May 6, 2010

Rural Commuting by Bike

Long before the oil slick in the Gulf of Mexico, I've been trying to reduce my consumption of gasoline and kick the car habit. With the ecocidal disaster striking now, I realize that it's providential I've come across my new bike when I did.

I finally was able to squirrel away enough money to purchase a road bike that I got at a Bicycle Coalition bike swap. It was in my price range (under $150) and it was my size (I'm 6'4" so my needs in frame geometry are statistical outliers.) It needed a little work (new seat clamp, new derailleur cable, some adjustments on the brakes) but now it's ready to rock and roll!

Now, as a musician who needs to carry around large and awkward gear, including but not limited to: an upright bass, two 120 watt amps, two electric basses, I know that I'm never going to kick the automobile habit entirely.

But for all that other stuff where I don't need several dozen cubic feet of hauling capacity, like grocery shopping, picking up a paper from the corner store, or heading into town to see friends, I don't actually NEED a car. Now this might seem obvious to city dwellers, but I live in a very rural area. The closest grocery store is a 14 mile round trip through hills and valleys, and "in town to visit friends" means a 40 mile round trip.

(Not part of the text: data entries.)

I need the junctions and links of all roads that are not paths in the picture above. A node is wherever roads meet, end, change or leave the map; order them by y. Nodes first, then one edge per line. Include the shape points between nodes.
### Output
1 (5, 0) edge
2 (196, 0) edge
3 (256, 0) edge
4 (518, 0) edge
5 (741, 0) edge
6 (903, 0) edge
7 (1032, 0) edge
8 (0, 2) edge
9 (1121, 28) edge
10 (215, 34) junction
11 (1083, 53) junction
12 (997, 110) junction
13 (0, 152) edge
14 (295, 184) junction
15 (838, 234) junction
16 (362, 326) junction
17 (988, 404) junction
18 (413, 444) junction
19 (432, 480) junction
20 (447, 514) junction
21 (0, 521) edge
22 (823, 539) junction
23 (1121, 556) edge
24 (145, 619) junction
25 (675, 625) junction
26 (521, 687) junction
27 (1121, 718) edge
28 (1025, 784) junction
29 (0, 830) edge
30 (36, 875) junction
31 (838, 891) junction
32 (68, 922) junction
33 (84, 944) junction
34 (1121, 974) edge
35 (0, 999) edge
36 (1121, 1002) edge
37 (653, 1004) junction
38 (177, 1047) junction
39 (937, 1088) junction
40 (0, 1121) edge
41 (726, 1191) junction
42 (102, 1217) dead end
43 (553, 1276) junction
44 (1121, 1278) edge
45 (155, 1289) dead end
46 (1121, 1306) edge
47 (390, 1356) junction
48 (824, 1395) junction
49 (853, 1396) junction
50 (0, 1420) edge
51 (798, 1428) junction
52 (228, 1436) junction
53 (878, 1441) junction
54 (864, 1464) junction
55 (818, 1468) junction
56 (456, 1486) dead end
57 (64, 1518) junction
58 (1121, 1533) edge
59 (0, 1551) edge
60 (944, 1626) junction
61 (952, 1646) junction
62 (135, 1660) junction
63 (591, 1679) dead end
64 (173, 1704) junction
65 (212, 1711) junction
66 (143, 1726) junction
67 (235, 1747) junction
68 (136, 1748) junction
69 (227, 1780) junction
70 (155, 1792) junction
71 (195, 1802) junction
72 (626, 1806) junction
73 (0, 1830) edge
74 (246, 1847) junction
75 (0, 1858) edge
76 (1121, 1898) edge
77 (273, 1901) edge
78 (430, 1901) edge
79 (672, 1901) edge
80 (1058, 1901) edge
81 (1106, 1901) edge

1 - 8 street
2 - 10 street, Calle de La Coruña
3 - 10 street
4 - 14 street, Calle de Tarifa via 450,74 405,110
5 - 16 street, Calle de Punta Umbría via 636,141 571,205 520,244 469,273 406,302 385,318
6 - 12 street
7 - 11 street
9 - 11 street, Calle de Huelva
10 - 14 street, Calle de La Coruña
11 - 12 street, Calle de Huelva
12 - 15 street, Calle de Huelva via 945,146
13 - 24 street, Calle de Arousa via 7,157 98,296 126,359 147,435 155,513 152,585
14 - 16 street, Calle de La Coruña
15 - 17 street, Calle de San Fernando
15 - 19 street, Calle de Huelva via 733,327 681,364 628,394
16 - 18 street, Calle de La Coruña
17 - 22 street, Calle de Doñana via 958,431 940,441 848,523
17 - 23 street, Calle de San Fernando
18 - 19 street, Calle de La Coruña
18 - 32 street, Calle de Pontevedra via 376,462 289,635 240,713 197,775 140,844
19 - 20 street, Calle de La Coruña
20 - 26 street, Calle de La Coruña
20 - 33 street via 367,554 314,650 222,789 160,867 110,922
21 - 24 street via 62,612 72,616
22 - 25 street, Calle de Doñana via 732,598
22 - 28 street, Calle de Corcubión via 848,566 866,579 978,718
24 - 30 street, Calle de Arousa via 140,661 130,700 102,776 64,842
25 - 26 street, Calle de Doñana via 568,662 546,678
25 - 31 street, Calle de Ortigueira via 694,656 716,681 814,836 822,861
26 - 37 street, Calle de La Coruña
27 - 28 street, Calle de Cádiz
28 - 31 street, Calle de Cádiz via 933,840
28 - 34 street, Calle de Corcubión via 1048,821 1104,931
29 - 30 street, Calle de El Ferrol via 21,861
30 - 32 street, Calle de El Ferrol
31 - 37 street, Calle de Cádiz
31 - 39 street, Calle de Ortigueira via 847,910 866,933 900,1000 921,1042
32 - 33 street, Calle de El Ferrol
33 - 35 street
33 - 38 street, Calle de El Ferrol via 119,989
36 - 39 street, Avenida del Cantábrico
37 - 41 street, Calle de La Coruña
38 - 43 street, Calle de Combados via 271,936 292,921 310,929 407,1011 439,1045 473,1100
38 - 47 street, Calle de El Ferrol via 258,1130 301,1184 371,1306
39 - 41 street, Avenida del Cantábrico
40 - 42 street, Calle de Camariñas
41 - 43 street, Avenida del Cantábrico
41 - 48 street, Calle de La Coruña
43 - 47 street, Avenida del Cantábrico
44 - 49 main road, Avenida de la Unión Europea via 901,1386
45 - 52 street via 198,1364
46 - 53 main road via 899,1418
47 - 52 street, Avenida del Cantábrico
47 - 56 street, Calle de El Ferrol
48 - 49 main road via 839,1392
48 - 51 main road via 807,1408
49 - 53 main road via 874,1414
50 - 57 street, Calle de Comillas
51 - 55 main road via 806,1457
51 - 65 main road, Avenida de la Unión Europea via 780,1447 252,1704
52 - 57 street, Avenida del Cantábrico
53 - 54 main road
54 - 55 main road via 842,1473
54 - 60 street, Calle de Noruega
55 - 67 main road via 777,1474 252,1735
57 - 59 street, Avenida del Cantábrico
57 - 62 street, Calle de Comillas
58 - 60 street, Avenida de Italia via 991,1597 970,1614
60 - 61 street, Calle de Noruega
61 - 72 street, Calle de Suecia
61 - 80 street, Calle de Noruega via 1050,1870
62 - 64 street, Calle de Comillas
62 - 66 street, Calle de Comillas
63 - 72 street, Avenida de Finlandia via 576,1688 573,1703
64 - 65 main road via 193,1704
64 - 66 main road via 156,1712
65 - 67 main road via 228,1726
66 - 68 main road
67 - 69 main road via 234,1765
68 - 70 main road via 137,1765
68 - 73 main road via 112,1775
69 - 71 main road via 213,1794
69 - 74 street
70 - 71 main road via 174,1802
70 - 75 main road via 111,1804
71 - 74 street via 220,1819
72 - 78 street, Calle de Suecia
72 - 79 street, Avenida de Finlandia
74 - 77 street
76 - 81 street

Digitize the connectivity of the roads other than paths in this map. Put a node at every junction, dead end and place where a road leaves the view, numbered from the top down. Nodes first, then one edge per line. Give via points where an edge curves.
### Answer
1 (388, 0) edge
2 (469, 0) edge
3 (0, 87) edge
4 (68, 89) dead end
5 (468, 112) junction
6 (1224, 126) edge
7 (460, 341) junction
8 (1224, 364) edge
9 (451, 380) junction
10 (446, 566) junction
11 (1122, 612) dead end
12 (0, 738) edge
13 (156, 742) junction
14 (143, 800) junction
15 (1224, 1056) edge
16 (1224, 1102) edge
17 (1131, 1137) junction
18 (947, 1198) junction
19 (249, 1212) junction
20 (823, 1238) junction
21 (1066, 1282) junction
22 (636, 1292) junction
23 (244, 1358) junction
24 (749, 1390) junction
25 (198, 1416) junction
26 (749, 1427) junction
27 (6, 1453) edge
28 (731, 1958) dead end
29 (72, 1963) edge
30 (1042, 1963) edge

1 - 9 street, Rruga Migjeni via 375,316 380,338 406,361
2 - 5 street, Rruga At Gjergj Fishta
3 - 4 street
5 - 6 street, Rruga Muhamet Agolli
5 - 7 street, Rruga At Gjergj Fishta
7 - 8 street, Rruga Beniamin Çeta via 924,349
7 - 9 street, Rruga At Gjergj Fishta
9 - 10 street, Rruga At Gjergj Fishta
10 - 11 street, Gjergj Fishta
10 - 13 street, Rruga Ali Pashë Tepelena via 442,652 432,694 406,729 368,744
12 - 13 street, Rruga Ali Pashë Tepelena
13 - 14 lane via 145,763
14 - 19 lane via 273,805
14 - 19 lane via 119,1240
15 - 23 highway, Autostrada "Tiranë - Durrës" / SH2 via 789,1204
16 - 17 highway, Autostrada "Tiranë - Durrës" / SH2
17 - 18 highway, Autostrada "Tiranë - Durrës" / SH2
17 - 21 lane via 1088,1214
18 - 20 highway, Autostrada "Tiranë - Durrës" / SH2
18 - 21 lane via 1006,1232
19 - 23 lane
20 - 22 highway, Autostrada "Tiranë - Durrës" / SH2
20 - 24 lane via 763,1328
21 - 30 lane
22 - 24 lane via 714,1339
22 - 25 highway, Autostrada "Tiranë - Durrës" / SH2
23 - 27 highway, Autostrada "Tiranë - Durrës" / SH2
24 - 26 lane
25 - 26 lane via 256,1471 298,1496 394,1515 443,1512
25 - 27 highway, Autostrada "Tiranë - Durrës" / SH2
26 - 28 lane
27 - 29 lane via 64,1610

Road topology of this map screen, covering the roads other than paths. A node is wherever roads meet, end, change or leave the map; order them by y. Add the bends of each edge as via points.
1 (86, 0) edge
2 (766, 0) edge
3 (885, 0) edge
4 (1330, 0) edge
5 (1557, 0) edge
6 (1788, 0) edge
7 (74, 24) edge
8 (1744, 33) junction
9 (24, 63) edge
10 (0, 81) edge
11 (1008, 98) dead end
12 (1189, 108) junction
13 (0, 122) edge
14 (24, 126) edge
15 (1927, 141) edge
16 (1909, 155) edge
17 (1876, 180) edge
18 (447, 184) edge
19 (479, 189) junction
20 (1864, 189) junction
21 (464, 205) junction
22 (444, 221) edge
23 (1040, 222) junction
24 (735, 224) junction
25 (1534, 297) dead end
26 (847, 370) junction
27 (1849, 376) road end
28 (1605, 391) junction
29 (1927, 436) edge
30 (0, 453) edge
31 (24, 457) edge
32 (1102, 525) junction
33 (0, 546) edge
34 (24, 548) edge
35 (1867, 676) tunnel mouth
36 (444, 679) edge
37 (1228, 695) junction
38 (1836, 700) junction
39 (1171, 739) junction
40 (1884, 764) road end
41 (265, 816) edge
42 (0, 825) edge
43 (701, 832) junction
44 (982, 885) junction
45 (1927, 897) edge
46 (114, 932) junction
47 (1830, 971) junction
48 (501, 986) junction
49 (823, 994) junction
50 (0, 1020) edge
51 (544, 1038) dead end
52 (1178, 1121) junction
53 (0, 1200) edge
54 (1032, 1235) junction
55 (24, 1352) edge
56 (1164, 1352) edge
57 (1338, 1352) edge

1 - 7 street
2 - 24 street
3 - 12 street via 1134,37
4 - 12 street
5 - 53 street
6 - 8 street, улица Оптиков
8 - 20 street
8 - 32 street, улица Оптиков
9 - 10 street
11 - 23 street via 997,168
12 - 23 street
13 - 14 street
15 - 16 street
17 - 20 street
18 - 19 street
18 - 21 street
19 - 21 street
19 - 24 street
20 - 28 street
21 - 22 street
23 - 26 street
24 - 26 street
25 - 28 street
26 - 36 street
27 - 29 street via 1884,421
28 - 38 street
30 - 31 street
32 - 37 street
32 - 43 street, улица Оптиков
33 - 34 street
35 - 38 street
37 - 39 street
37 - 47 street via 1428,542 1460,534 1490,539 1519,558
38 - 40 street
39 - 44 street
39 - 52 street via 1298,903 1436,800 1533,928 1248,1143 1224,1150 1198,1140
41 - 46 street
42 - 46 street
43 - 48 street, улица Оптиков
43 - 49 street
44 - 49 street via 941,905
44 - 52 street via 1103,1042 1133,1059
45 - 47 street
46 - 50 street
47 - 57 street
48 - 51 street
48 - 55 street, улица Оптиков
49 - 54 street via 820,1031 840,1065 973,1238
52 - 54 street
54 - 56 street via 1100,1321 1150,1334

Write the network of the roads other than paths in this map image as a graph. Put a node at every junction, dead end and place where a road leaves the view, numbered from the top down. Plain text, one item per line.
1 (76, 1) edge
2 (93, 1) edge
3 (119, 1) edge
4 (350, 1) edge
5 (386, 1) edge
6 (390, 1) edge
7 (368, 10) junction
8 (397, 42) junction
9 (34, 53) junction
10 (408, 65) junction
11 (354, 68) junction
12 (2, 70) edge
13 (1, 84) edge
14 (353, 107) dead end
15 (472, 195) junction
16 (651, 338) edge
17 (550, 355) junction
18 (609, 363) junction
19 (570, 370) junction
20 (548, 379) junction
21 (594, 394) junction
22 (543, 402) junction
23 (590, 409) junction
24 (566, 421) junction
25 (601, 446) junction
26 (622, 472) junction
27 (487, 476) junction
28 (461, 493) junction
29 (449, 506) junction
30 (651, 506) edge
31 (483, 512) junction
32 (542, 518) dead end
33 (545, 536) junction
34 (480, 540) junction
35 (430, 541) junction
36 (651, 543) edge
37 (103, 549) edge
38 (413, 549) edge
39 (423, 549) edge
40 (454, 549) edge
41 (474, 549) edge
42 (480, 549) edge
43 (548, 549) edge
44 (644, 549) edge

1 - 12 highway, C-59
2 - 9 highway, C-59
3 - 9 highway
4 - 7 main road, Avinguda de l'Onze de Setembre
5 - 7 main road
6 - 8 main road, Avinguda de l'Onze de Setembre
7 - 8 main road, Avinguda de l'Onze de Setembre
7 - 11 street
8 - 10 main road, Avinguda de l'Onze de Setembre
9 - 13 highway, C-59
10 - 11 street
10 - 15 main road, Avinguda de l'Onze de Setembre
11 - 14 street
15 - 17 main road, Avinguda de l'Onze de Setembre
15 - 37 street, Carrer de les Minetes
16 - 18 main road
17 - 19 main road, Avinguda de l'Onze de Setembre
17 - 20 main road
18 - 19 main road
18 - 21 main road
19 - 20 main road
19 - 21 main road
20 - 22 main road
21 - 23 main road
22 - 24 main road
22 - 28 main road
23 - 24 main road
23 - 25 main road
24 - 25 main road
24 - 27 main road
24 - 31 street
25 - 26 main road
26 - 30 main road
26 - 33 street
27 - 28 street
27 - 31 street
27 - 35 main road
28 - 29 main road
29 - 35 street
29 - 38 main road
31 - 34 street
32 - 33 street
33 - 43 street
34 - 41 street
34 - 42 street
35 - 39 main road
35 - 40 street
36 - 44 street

So my plan is to start IMMEDIATELY using my bike as much as possible for small errands and casual visits to friends, which is actually kind of a big deal. To that end, I'm making sure to keep my body and bike conditioned, and I'm riding at least 10 miles every day, which isn't really a big deal.

Now in the past I've done long distance bicycle commuting, but today on my 14 mile trip I was reminded of all the revelations I'd had previously and I wanted to share them.

The first thing one notices when biking on routes they take frequently by car, is that there is a LOT OF STUFF along the way that you have never noticed before. Part of this is obviously because you are moving at a slower pace, but I think that the real reason the experience is so much different, is that the rider exists in a different mental state than the driver.

When one drives a car, they are in transition between one place and another. One sits in a comfortable seat, and looks out of windows which are very much like movie screens, and uses controls which are very much like video game controls. Options are limited to the road you are on, and places to park. There is air conditioning, and the ability to block out the air outside.

When one is riding a bike, no matter where along that distance between points, one is always presently where they are. There's no floor under your feet, just the road. Smells from flowers you never have noticed while flying by at 55 mph are suddenly potent and immersing. There is no point of departure or arrival, only a continual state of being. You always have the option to stop, and investigate side routes, to walk through a field of dandelions, or to investigate a brook flowing under a bridge.

Tomorrow I'll be sure to take pictures along my route, and I'm sure I'll have more to say.